E may reduce the risk of fractures by other, non-skeletal mechanisms such as improved balance skills and reduced risk for falls. There is little evidence to support this notion: A better postural balance was observed in longterm E - users compared to non users. Data on the neuromuscular effects of R should be available soon from the MORE trial. Other bone sparing effects of E such as renal conservation of calcium, increased production of 1.25(OH)2 Vitamin D and promotion of intestinal calcium absorption have not yet been investigated with R.

The main goal in treating osteoporosis is the prevention of fractures. Despite the long track of E use, for more than 50 years, clear-cut evidence of its efficacy in preventing fractures is still lacking. It is estimated that ERT reduces the risk for hip fracture by 25 – 75%. These estimates are based on observational and case-control studies which are prone to various biases. It seems that the continuing use of ERT is crucial for fracture protection and the protective effect diminishes significantly within 5 years from E withdrawal. Sadly, the impact of ERT on hip fracture risk has not been studied as a primary endpoint in any randomized clinical trial. In one major trial, the HERS, fracture data was collected as a secondary endpoint and no reduction in risk was observed during 4 years of follow-up. In the Study of Osteoporotic Fractures, a substantial number of women who reported on continuous use of ERT since menopause, experienced an osteoporotic fracture during a 9 year follow-up period. The MORE trial, studying the effect of R, focused on vertebral fractures. Hip fractures were reported as a secondary endpoint, and occurred in a very low incidence during the first 3 years of follow-up, precluding any conclusions. The evidence for reduction in spine fractures in osteoporotic women by ERT is again, mainly from observational studies, and is estimated at 50%. One randomized clinical trial (Lufkin et al, 1992) comparing transdermal E to placebo in a small group of 75 postmenopausal women with prevalent spine fractures, reported a significant reduction in fracture rate. When re-analysed more appropriately, looking at the number of patients sustaining new fractures, the statistical significance is lost. R reduced the risk for vertebral fracture in the MORE trial on 7705 osteoporotic women by 50%.

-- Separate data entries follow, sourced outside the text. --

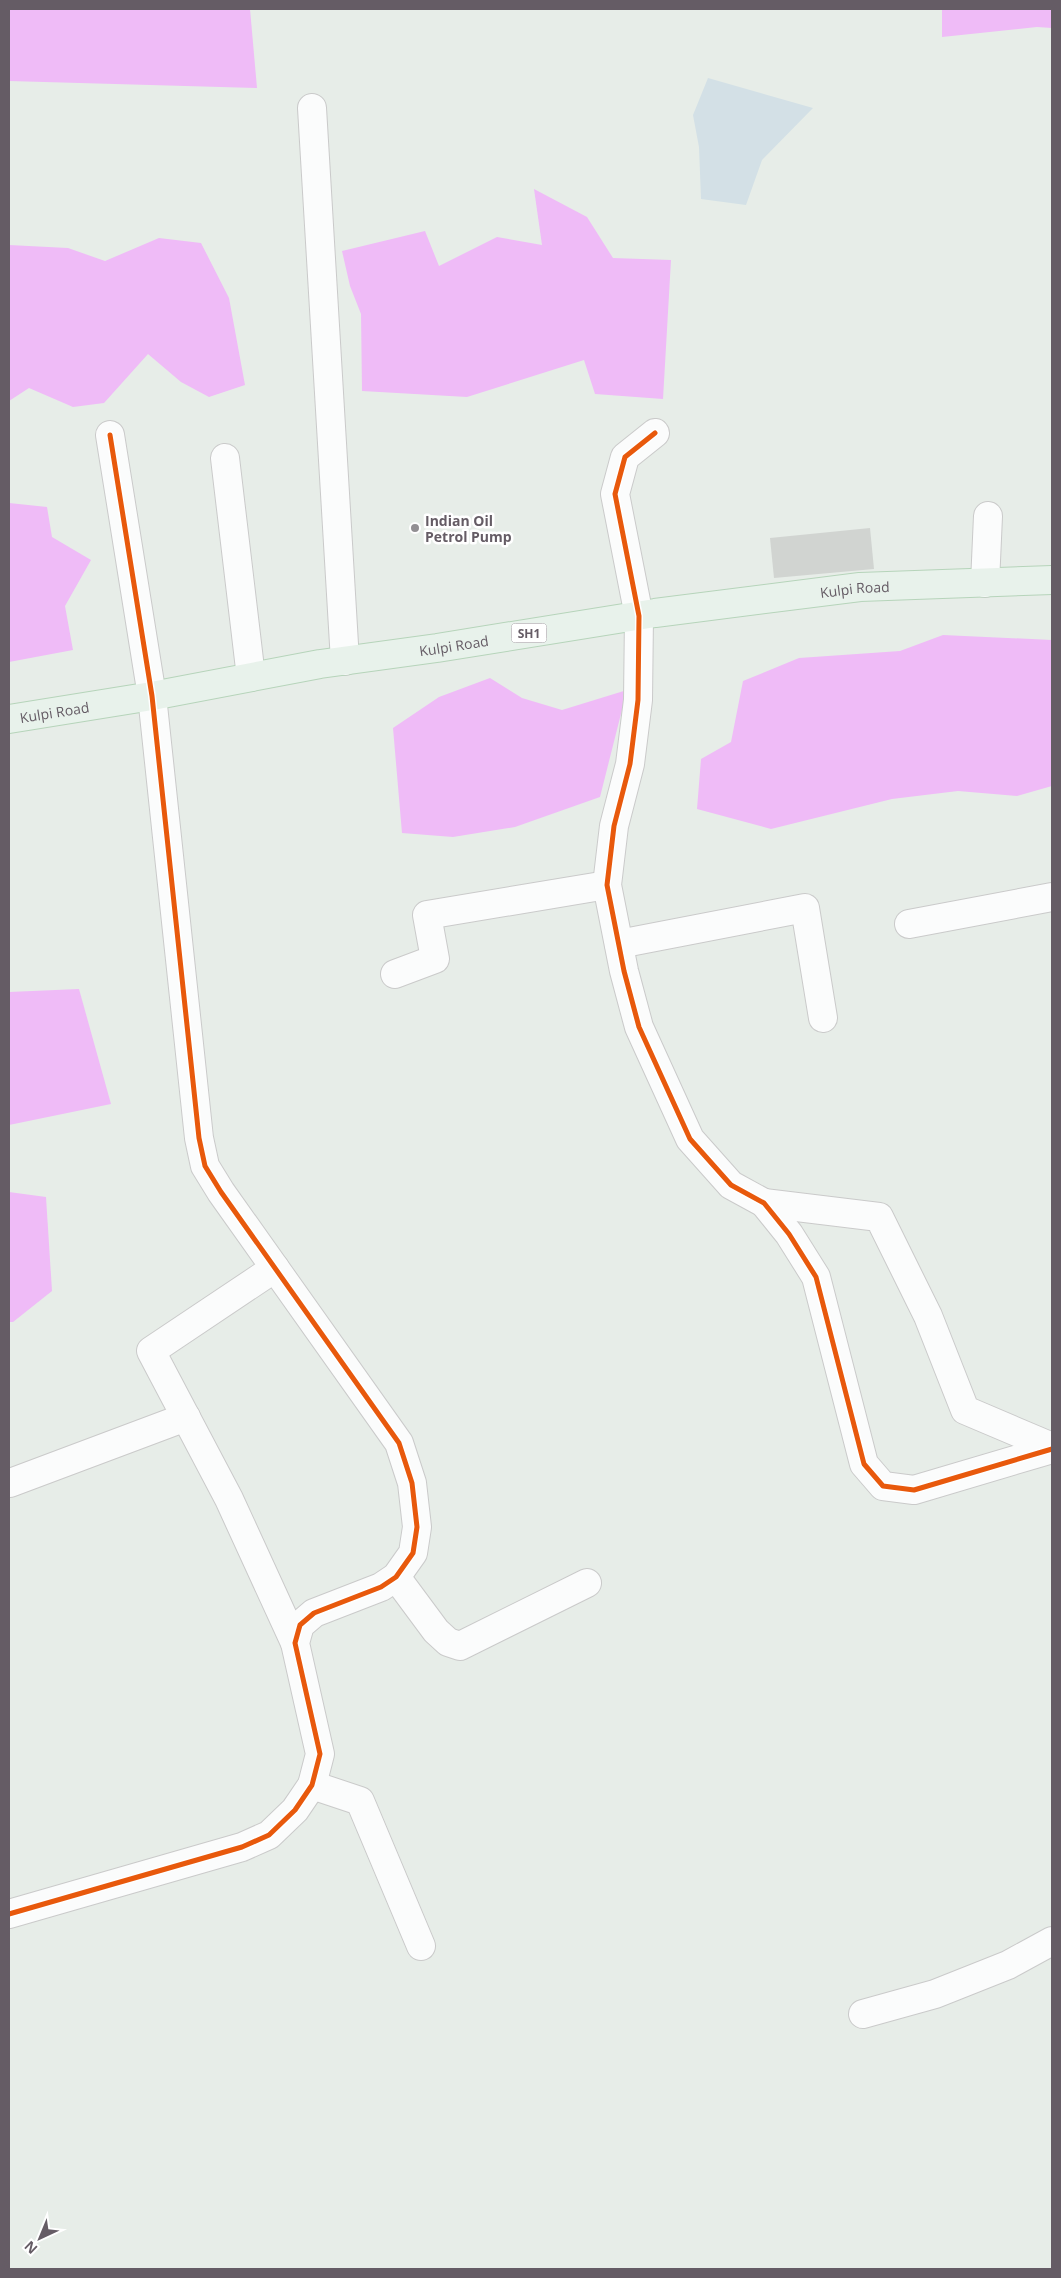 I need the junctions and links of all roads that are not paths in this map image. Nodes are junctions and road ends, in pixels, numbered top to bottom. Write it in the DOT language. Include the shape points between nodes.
graph roads {
  1 [pos="312,108"];
  2 [pos="655,432"];
  3 [pos="110,436"];
  4 [pos="225,458"];
  5 [pos="988,516"];
  6 [pos="1052,580"];
  7 [pos="985,583"];
  8 [pos="639,616"];
  9 [pos="345,661"];
  10 [pos="252,677"];
  11 [pos="152,696"];
  12 [pos="9,719"];
  13 [pos="607,885"];
  14 [pos="1052,897"];
  15 [pos="909,924"];
  16 [pos="619,944"];
  17 [pos="395,974"];
  18 [pos="823,1018"];
  19 [pos="764,1203"];
  20 [pos="275,1268"];
  21 [pos="186,1417"];
  22 [pos="1052,1448"];
  23 [pos="10,1483"];
  24 [pos="396,1577"];
  25 [pos="587,1583"];
  26 [pos="295,1644"];
  27 [pos="312,1785"];
  28 [pos="9,1914"];
  29 [pos="1052,1941"];
  30 [pos="421,1946"];
  31 [pos="863,2014"];
  1 -- 9 [label="street"];
  2 -- 8 [label="street" via="625,457 615,494"];
  3 -- 11 [label="street"];
  4 -- 10 [label="street"];
  5 -- 7 [label="street"];
  6 -- 7 [label="main road, Kulpi Road / SH1"];
  7 -- 8 [label="main road, Kulpi Road / SH1" via="860,587"];
  8 -- 9 [label="main road, Kulpi Road / SH1"];
  8 -- 13 [label="street" via="638,700 630,764 614,826"];
  9 -- 10 [label="main road, Kulpi Road / SH1"];
  10 -- 11 [label="main road, Kulpi Road / SH1"];
  11 -- 12 [label="main road, Kulpi Road / SH1"];
  11 -- 20 [label="street" via="199,1138 210,1175"];
  13 -- 16 [label="street"];
  13 -- 17 [label="street" via="427,915 435,959"];
  14 -- 15 [label="street"];
  16 -- 18 [label="street" via="805,908"];
  16 -- 19 [label="street" via="639,1027 690,1139 731,1185"];
  19 -- 22 [label="street" via="879,1217 928,1316 965,1410"];
  19 -- 22 [label="street" via="789,1234 816,1277 864,1464 883,1486 914,1490"];
  20 -- 21 [label="street" via="152,1351"];
  20 -- 24 [label="street" via="399,1443 412,1483 416,1527 413,1553"];
  21 -- 23 [label="street"];
  21 -- 26 [label="street" via="229,1499"];
  24 -- 25 [label="street" via="436,1631 448,1642 460,1646"];
  24 -- 26 [label="street" via="360,1597 314,1613 300,1625"];
  26 -- 27 [label="street" via="320,1754"];
  27 -- 28 [label="street" via="295,1810 269,1835 242,1847"];
  27 -- 30 [label="street" via="360,1801"];
  29 -- 31 [label="street" via="999,1969 934,1994"];
}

In conclusion: While E has been used for several decades in postmenopausal women its exact value in preventing or treating osteoporosis has not been established properly. There is a large and consistent body of evidence from observational analyses to support the efficacy of E in fracture risk reduction but the magnitude of the effect may be overestimated. The optimal duration, timing and type of ERT have not been established yet. Hopefully, the data expected from ongoing randomized clinical trials will help to clarify the true value of ERT in osteoporosis as well as other health issues. R, the first SERM to be approved for osteoporosis may overcome some of the limitations of ERT. This new medication has been carefully studied in large-scale randomized clinical trials, and seems to have limited side effects. In addition there is a growing body of evidence that R may exhibit beneficial effects on the cardiovascular risk profile and the most exciting data is related to the possible reduction in the incidence of breast cancer.